Peace at the price of tolerance

Had a great weekend in Lower Hutt, and some interesting discussions including a chat on the subject of tolerance with a friend of a friend. We got there by a fairly circuitous route, touching on the war on terror, world peace and the role of religion in armed conflicts. But what got us onto tolerance was those statues of Buddha that were vandalised by the Taleban in Afghanistan. Intolerance was seen as the vice behind this act, and present in all the major world religions. “If the religions would just teach tolerance, the world would be a better place” was the basic idea.

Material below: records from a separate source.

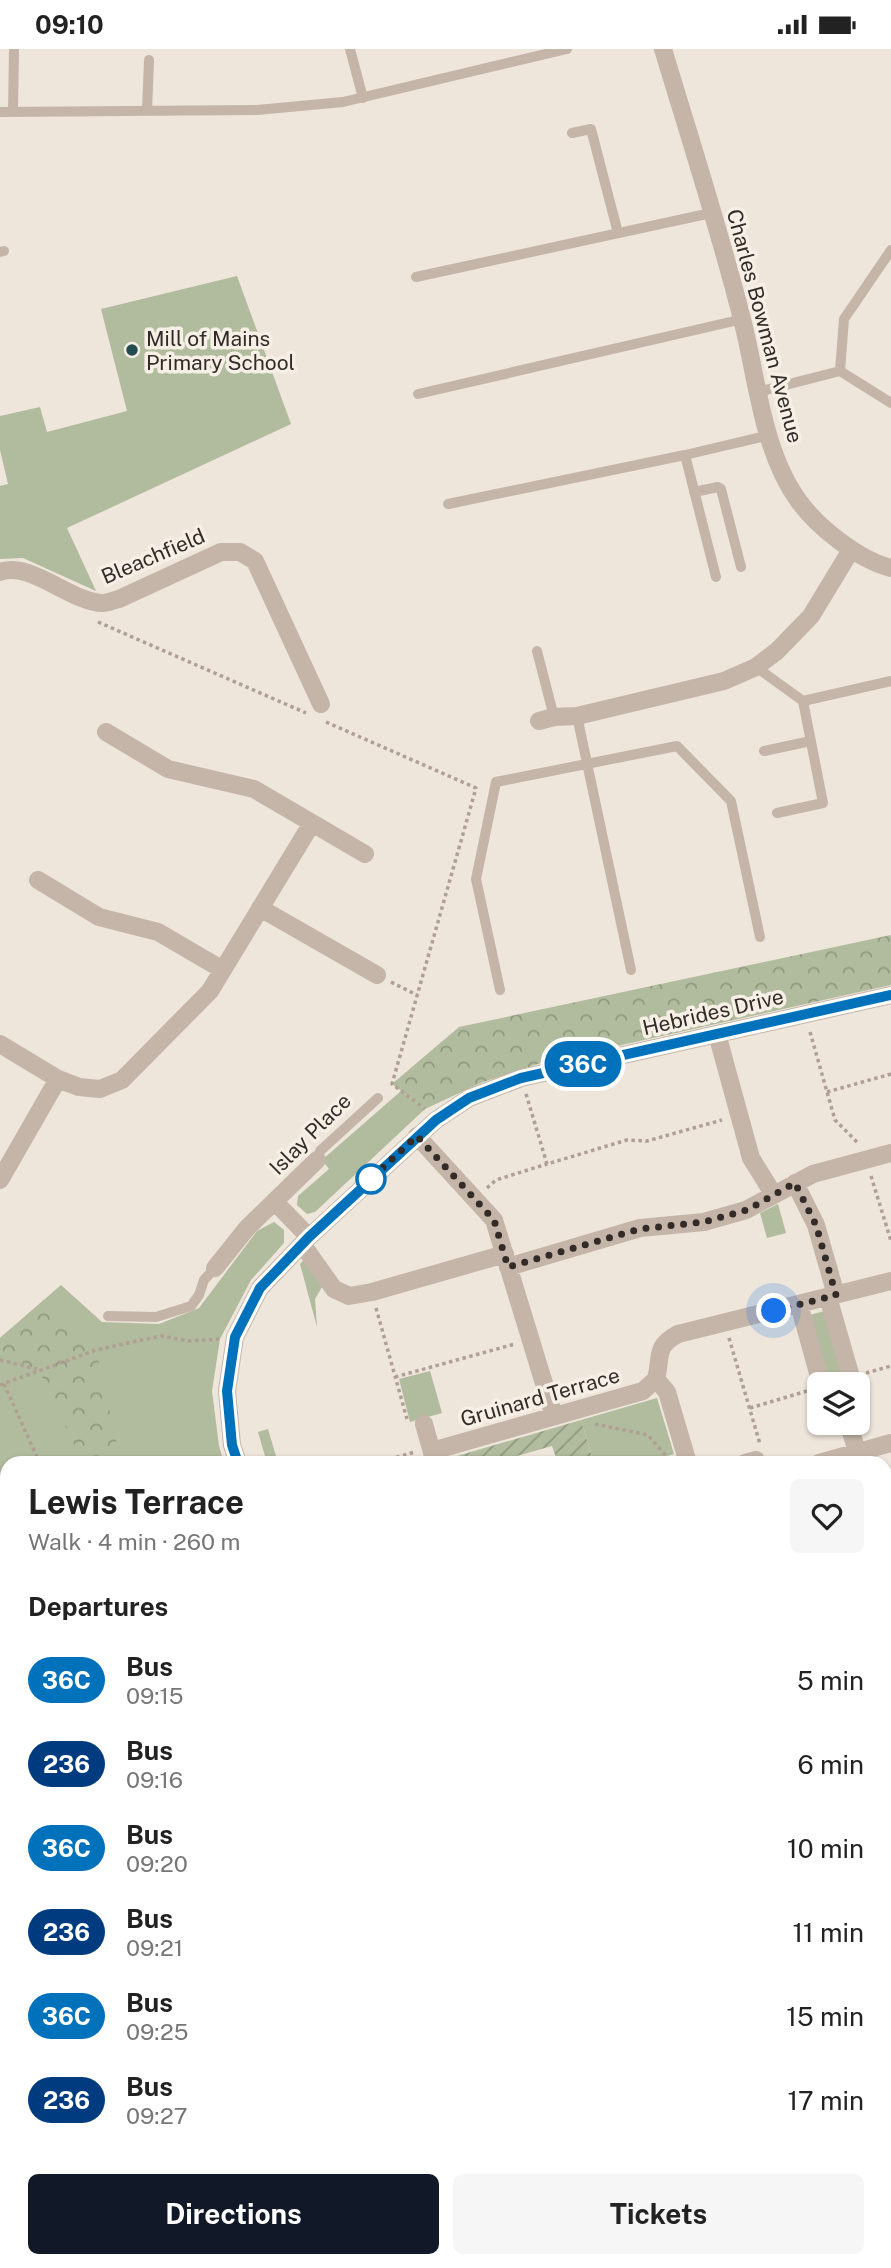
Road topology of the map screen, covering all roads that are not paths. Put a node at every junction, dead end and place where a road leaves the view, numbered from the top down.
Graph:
1 (14, 49) edge
2 (350, 49) edge
3 (567, 49) edge
4 (663, 49) edge
5 (149, 60) dead end
6 (363, 98) junction
7 (147, 111) junction
8 (0, 112) edge
9 (13, 112) junction
10 (572, 133) dead end
11 (711, 213) junction
12 (618, 233) junction
13 (891, 250) edge
14 (416, 277) dead end
15 (743, 320) junction
16 (840, 371) junction
17 (758, 392) junction
18 (418, 394) dead end
19 (891, 403) edge
20 (770, 435) junction
21 (685, 455) junction
22 (694, 492) junction
23 (448, 505) dead end
24 (851, 550) junction
25 (741, 567) dead end
26 (891, 568) edge
27 (0, 572) edge
28 (716, 577) dead end
29 (537, 651) dead end
30 (756, 667) junction
31 (891, 681) edge
32 (803, 701) junction
33 (320, 711) road end
34 (577, 716) junction
35 (546, 719) joint
36 (106, 732) dead end
37 (811, 741) junction
38 (764, 751) dead end
39 (587, 763) junction
40 (777, 813) dead end
41 (312, 823) junction
42 (365, 854) dead end
43 (38, 880) dead end
44 (260, 908) junction
45 (760, 937) dead end
46 (223, 970) junction
47 (631, 970) dead end
48 (377, 975) road end
49 (500, 990) dead end
50 (891, 995) edge
51 (717, 1034) junction
52 (0, 1044) edge
53 (58, 1079) junction
54 (378, 1098) dead end
55 (417, 1136) junction
56 (891, 1153) edge
57 (317, 1160) joint
58 (0, 1180) edge
59 (795, 1183) junction
60 (774, 1195) junction
61 (275, 1202) junction
62 (306, 1240) junction
63 (506, 1261) junction
64 (215, 1268) joint
65 (891, 1281) edge
66 (832, 1296) junction
67 (799, 1304) junction
68 (108, 1316) dead end
69 (811, 1372) edge
70 (850, 1372) edge
71 (656, 1379) junction
72 (554, 1416) junction
73 (416, 1425) road end
74 (852, 1435) edge
75 (891, 1443) edge
76 (857, 1452) junction
77 (236, 1456) edge
78 (432, 1456) edge
79 (436, 1456) edge
80 (678, 1456) edge
81 (843, 1456) edge

1 - 9 lane
2 - 6 lane
3 - 6 lane
4 - 11 street, Charles Bowman Avenue
5 - 7 lane
6 - 7 lane
7 - 9 lane
8 - 9 lane
10 - 12 lane
11 - 12 lane
11 - 15 street, Charles Bowman Avenue
12 - 14 lane
13 - 16 lane
15 - 17 street, Charles Bowman Avenue
15 - 18 lane
16 - 17 lane
16 - 19 lane
17 - 20 street, Charles Bowman Avenue
20 - 21 lane
20 - 24 street, Charles Bowman Avenue
21 - 22 lane
21 - 23 lane
22 - 25 lane
22 - 28 lane
24 - 26 street, Charles Bowman Avenue
24 - 30 street
27 - 33 street, Bleachfield
29 - 35 lane
30 - 32 lane
30 - 34 street
31 - 32 lane
32 - 37 lane
34 - 35 street
34 - 39 lane
36 - 41 street
37 - 38 lane
37 - 40 lane
39 - 45 lane
39 - 47 lane
39 - 49 lane
41 - 42 street
41 - 44 street
43 - 46 street
44 - 46 street
44 - 48 street
46 - 53 street
50 - 51 street, Hebrides Drive
51 - 55 street, Hebrides Drive
51 - 60 street
52 - 53 street
53 - 58 street
54 - 57 lane, Islay Place
55 - 62 street, Hebrides Drive
55 - 63 street
56 - 59 street, Islay Place
57 - 61 street, Islay Place
59 - 60 street, Islay Place
59 - 66 street
60 - 63 street, Islay Place
61 - 62 street, Islay Place
61 - 64 street, Islay Place
62 - 63 street, Islay Place
62 - 77 street, Hebrides Drive
63 - 72 street
64 - 68 lane, Islay Place
65 - 66 street
66 - 67 street
66 - 70 street
67 - 69 street
67 - 71 street
71 - 72 street, Gruinard Terrace
71 - 80 street
72 - 79 street, Gruinard Terrace
73 - 78 street
74 - 76 street
75 - 76 street
76 - 81 street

This got me thinking. Sooner or later something or someone will step onto the world scene to fill the present vacuum of leadership. The chaos we see today (the war on terror, Iran, AIDS, Israel/Palestine, global warming etc.) will continue to escalate until some agency, be it a man, a consortium, or even a government, arrives on the scene proposing some concrete solutions. It is only a matter of time before these situations become so desperate that the world will be willing to accept peace at almost any price, and it is in precisely this context that this agency (let’s call it a “Man of Peace”) will come with a clear and seemingly effective strategy to unite national and international powers to to resolve once and for all the problems that plague the world.

But these solutions will come with a price tag, and it is here that the current love affair that we have with this notion of tolerance will come to a brutal end. Freedom to believe whatever one chooses to believe is central to the credo of Western culture. This is a direct result of the influence of the Christian gospel in which faith is a matter of choice, where we are free even to believe things which are manifestly wrong if we so choose. Whenever the Christian Church has sought to impose beliefs, it has done so in spite of biblical revelation, not because of it.

World peace will only be achieved if this “man of peace” (in whatever form or guise he may come - I use a personal pronoun metaphorically, although it may well turn out to be a man) succeeds in uniting the warring factions. He will be able to do this because the hour will be so desperate, and because of the originality of the solutions he proposes. The respect he commands will enable him to demand extraordinary powers to override national interests, and he will be given it. He will demand that we forgo certain freedoms in order for peace to be attained. The primary freedom that we will be required to sacrifice will be the freedom to believe as we choose. Tolerance will be sacrificed at the altar of peace, and we will all be called upon to believe what the Man of Peace tells us we must, in order to avert impending doom on the world scene.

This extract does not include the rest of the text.